▶ Task data:
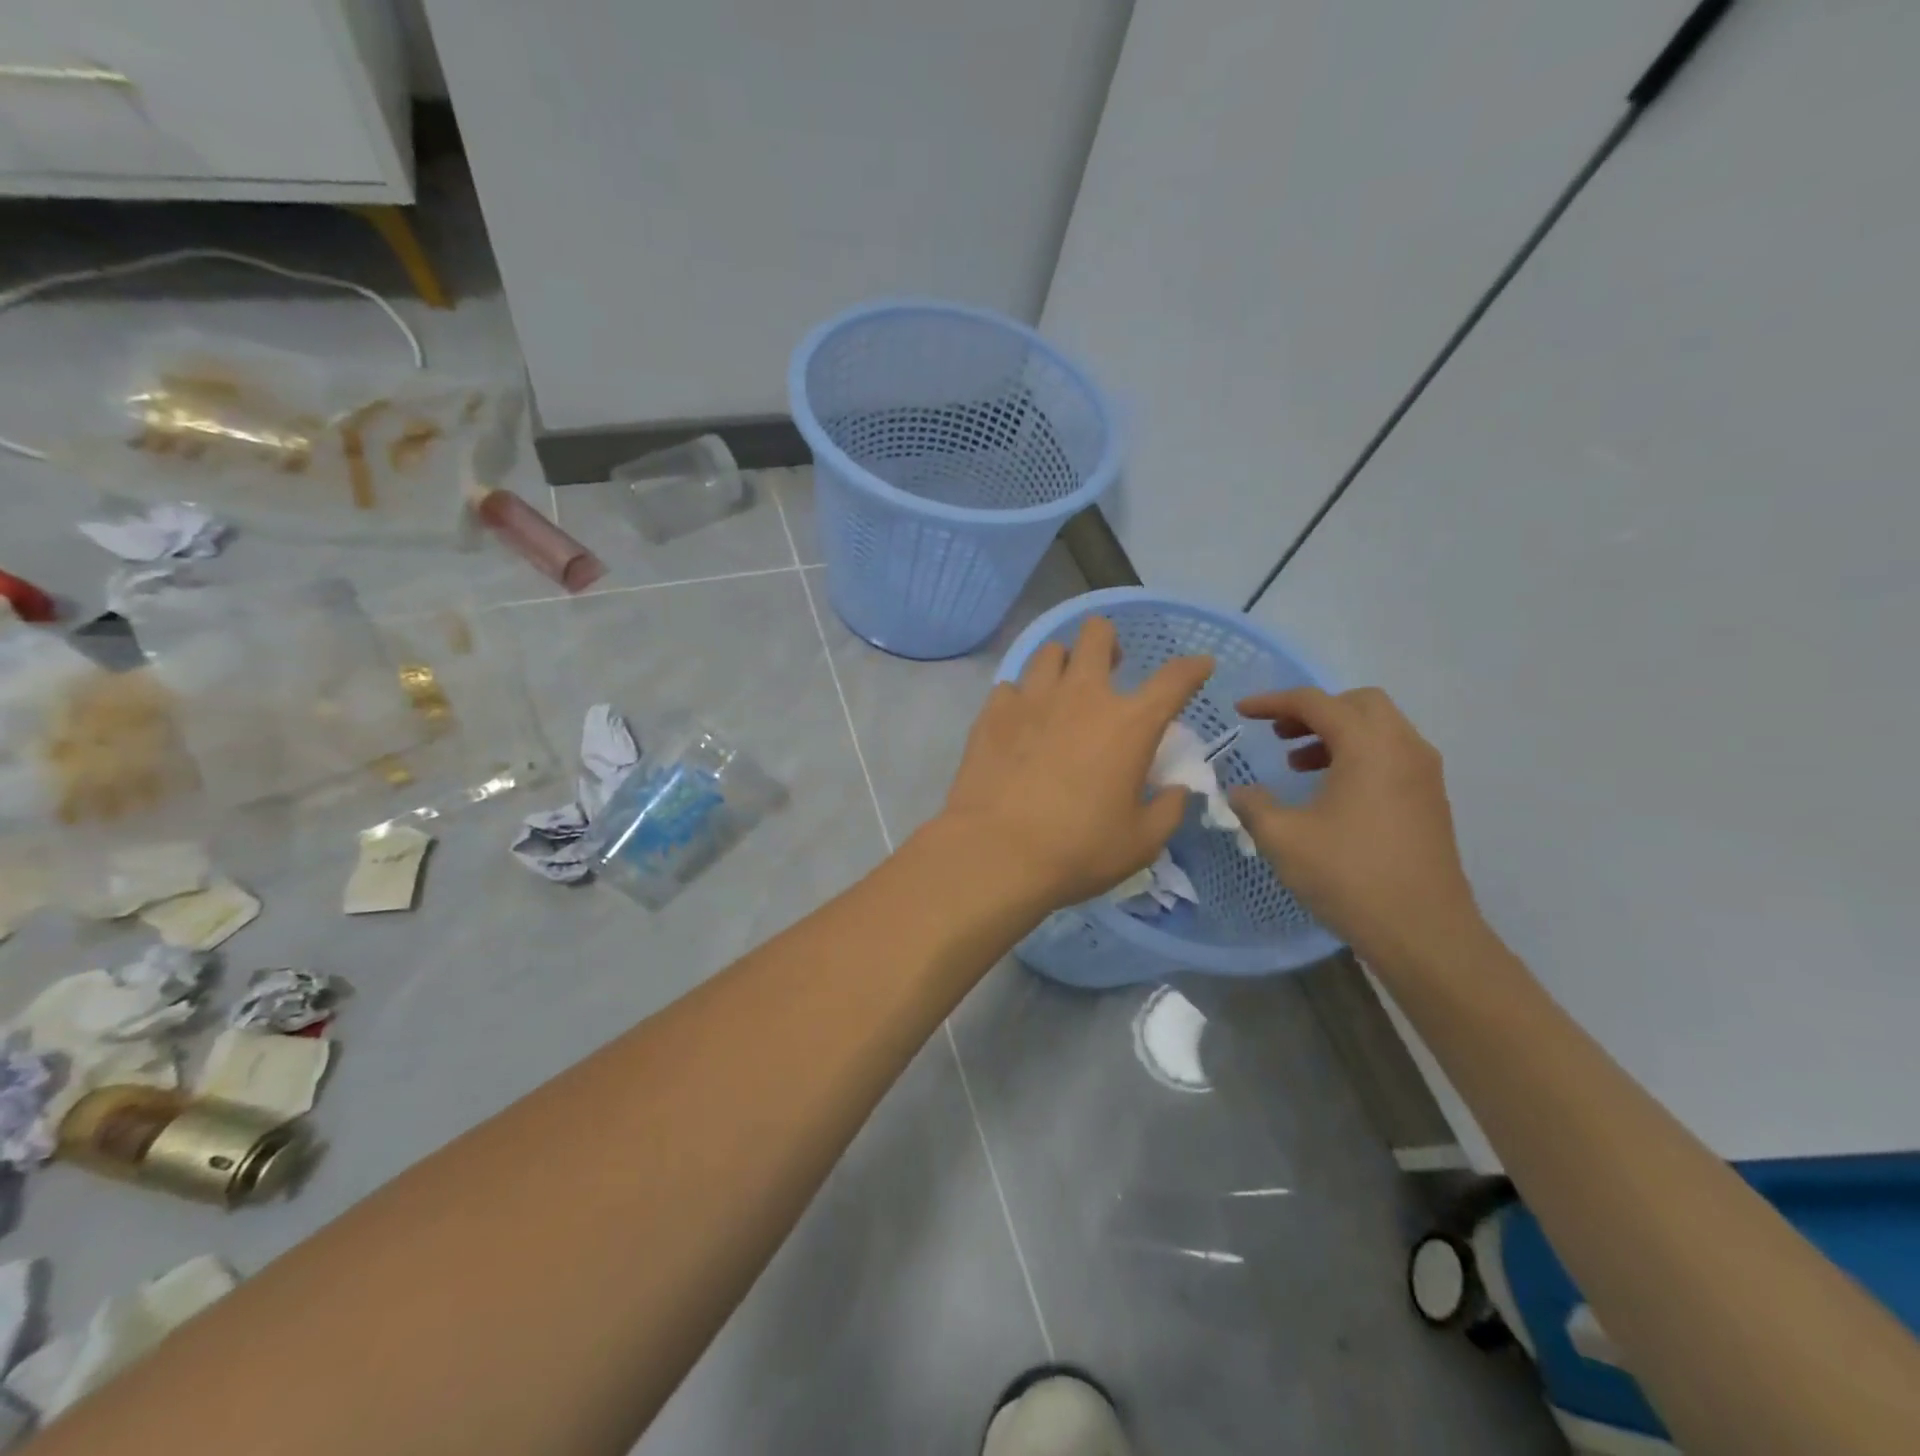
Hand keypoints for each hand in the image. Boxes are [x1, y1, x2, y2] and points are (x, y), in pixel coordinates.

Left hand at [935, 617, 1213, 911]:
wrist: (996, 853)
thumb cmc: (1078, 850)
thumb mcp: (1141, 842)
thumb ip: (1168, 810)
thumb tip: (1176, 791)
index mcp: (1130, 724)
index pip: (1174, 679)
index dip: (1193, 668)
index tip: (1200, 665)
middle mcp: (1082, 696)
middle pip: (1097, 635)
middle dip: (1107, 641)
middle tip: (1108, 667)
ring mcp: (1033, 698)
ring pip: (1050, 652)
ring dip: (1063, 664)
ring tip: (1062, 689)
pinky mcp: (993, 712)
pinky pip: (1011, 687)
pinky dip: (1021, 698)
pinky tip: (1021, 721)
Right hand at [1227, 687, 1482, 964]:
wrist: (1424, 931)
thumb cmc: (1349, 876)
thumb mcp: (1283, 838)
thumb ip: (1253, 804)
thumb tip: (1239, 791)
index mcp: (1368, 746)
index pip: (1315, 702)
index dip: (1272, 702)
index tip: (1241, 711)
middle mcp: (1403, 747)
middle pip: (1357, 703)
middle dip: (1313, 711)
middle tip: (1278, 734)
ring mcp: (1424, 774)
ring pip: (1378, 728)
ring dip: (1336, 733)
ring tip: (1298, 763)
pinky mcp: (1430, 799)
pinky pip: (1391, 754)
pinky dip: (1357, 754)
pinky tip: (1331, 791)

▶ Description of the task:
Set down the whole listing exactly as given, except for the pictures.

▶ Reply:
Hand keypoints for each hand in the image. Boxes are [x1, y1, x2, y2] and points are (x, y), in pixel coordinates.

Left hand at [935, 617, 1213, 911]:
wrist: (996, 853)
thumb cmc: (1078, 850)
thumb mcp: (1141, 842)
thumb ip: (1168, 810)
thumb tip: (1176, 791)
index mcp: (1130, 724)
index pip: (1174, 679)
index dip: (1193, 668)
index tip: (1200, 665)
middle mcp: (1082, 696)
middle pip: (1097, 635)
middle dip: (1107, 641)
middle tip: (1108, 667)
ring mcp: (1033, 698)
ring pip: (1050, 652)
ring dip: (1063, 664)
ring tip: (1062, 689)
pinky mcp: (993, 712)
pinky pip: (1011, 687)
pinky dip: (1021, 698)
pinky tip: (1021, 721)
Right hand at [1227, 687, 1482, 964]:
wrist: (1424, 931)
thumb cmc: (1349, 876)
thumb mcp: (1283, 838)
thumb ip: (1253, 804)
thumb tip: (1239, 791)
index mcp: (1368, 746)
index pip: (1315, 702)
index dip: (1272, 702)
index tip: (1241, 711)
middle mcp: (1403, 747)
middle pip: (1357, 703)
middle dip: (1313, 711)
middle tip: (1278, 734)
ring mcp: (1424, 774)
ring pip: (1378, 728)
ring dip: (1336, 733)
ring tip: (1298, 763)
pinky mcp: (1430, 799)
pinky pip: (1391, 754)
pinky dip: (1357, 754)
pinky tip: (1331, 791)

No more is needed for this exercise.